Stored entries
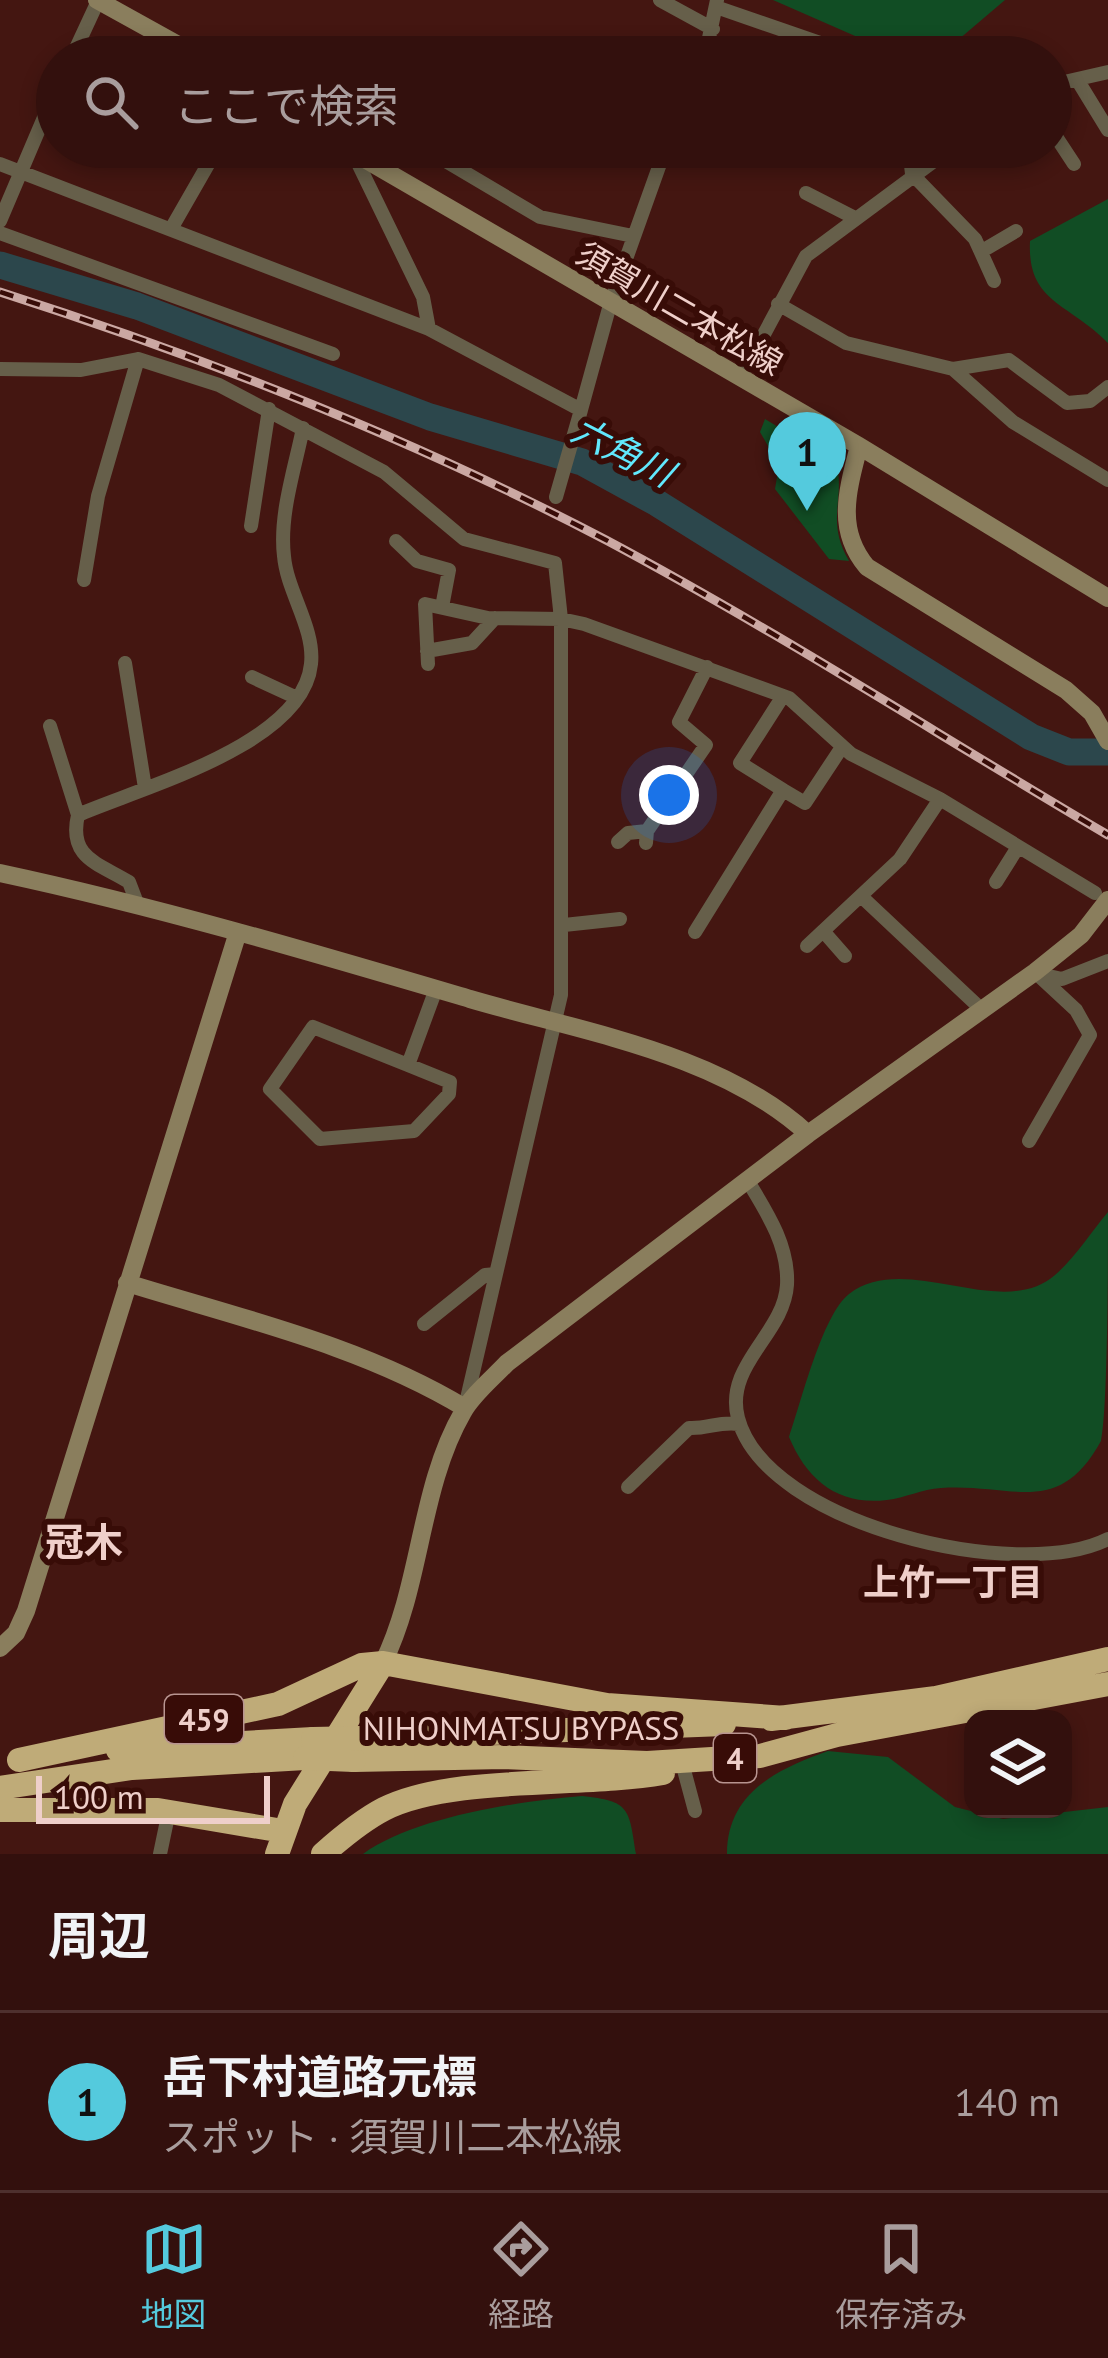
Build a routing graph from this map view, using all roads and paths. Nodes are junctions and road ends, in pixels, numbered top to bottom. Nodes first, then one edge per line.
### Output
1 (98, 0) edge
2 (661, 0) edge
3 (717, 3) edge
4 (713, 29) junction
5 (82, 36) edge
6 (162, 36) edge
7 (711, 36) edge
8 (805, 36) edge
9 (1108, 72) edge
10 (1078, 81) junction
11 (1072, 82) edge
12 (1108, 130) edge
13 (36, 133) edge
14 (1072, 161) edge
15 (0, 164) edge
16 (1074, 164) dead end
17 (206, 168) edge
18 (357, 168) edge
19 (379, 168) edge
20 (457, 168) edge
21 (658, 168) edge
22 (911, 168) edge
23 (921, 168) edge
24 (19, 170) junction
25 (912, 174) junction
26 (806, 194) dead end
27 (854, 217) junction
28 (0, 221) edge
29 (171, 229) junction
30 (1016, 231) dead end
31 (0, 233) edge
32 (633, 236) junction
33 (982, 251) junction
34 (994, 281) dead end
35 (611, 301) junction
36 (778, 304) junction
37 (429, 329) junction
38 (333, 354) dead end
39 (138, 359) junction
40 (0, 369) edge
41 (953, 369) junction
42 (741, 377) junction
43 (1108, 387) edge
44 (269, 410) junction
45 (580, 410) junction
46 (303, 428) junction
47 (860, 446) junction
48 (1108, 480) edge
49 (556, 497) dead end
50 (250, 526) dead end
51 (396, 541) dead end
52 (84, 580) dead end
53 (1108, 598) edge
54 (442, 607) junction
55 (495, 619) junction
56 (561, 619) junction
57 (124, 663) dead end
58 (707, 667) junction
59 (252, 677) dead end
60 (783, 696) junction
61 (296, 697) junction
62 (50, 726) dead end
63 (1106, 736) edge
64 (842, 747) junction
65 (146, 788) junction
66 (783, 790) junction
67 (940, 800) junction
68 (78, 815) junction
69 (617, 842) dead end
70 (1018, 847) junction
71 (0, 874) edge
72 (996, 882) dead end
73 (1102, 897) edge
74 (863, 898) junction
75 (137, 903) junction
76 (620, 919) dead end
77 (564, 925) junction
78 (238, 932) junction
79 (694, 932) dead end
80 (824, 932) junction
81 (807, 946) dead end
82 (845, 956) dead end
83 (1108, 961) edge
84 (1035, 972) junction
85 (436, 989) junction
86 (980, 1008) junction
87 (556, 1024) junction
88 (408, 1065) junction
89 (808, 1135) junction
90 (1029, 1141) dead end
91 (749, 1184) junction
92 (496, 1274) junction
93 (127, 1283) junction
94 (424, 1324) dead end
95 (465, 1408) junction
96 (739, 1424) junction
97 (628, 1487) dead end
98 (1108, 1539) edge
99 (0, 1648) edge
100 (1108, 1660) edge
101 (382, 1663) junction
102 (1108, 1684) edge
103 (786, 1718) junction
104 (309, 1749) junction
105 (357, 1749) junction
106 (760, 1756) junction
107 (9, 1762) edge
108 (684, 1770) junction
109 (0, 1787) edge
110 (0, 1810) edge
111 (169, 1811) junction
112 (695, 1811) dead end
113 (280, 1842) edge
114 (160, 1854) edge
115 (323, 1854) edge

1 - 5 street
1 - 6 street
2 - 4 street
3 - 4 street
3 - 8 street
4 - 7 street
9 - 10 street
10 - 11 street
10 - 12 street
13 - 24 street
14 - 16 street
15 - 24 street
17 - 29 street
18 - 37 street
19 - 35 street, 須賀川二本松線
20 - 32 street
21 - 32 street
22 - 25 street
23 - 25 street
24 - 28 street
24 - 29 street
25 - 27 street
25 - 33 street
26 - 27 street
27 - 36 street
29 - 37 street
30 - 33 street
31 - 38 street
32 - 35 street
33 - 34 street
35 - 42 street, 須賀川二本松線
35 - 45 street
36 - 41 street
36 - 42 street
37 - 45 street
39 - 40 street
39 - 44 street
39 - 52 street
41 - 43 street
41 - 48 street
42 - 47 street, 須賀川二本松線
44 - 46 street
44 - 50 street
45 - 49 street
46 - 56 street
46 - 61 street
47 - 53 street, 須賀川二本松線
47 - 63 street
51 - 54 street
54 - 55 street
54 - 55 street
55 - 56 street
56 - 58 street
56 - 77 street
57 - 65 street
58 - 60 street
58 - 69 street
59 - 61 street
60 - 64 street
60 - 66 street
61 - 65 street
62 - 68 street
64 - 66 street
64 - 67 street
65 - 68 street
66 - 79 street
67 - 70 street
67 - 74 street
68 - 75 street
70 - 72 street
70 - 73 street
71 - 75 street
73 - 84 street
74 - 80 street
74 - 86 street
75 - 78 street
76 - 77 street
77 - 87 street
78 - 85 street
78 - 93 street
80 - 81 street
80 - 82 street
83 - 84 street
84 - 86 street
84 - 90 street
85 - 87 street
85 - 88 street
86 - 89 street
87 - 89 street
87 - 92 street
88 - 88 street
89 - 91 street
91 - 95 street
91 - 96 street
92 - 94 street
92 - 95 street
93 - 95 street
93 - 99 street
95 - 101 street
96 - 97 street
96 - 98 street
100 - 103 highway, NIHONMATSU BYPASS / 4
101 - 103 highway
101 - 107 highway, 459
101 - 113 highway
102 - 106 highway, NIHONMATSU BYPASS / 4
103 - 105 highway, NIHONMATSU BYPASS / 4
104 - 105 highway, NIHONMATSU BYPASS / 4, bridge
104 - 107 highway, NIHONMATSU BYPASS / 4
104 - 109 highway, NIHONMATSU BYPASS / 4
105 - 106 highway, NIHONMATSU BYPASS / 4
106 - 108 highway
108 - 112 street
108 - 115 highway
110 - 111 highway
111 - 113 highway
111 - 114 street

• _What the task asks_:
Which of the lines above hold the string "NIHONMATSU"? Copy each one.

• _Response_:
100 - 103 highway, NIHONMATSU BYPASS / 4
102 - 106 highway, NIHONMATSU BYPASS / 4
103 - 105 highway, NIHONMATSU BYPASS / 4
104 - 105 highway, NIHONMATSU BYPASS / 4, bridge
104 - 107 highway, NIHONMATSU BYPASS / 4
104 - 109 highway, NIHONMATSU BYPASS / 4
105 - 106 highway, NIHONMATSU BYPASS / 4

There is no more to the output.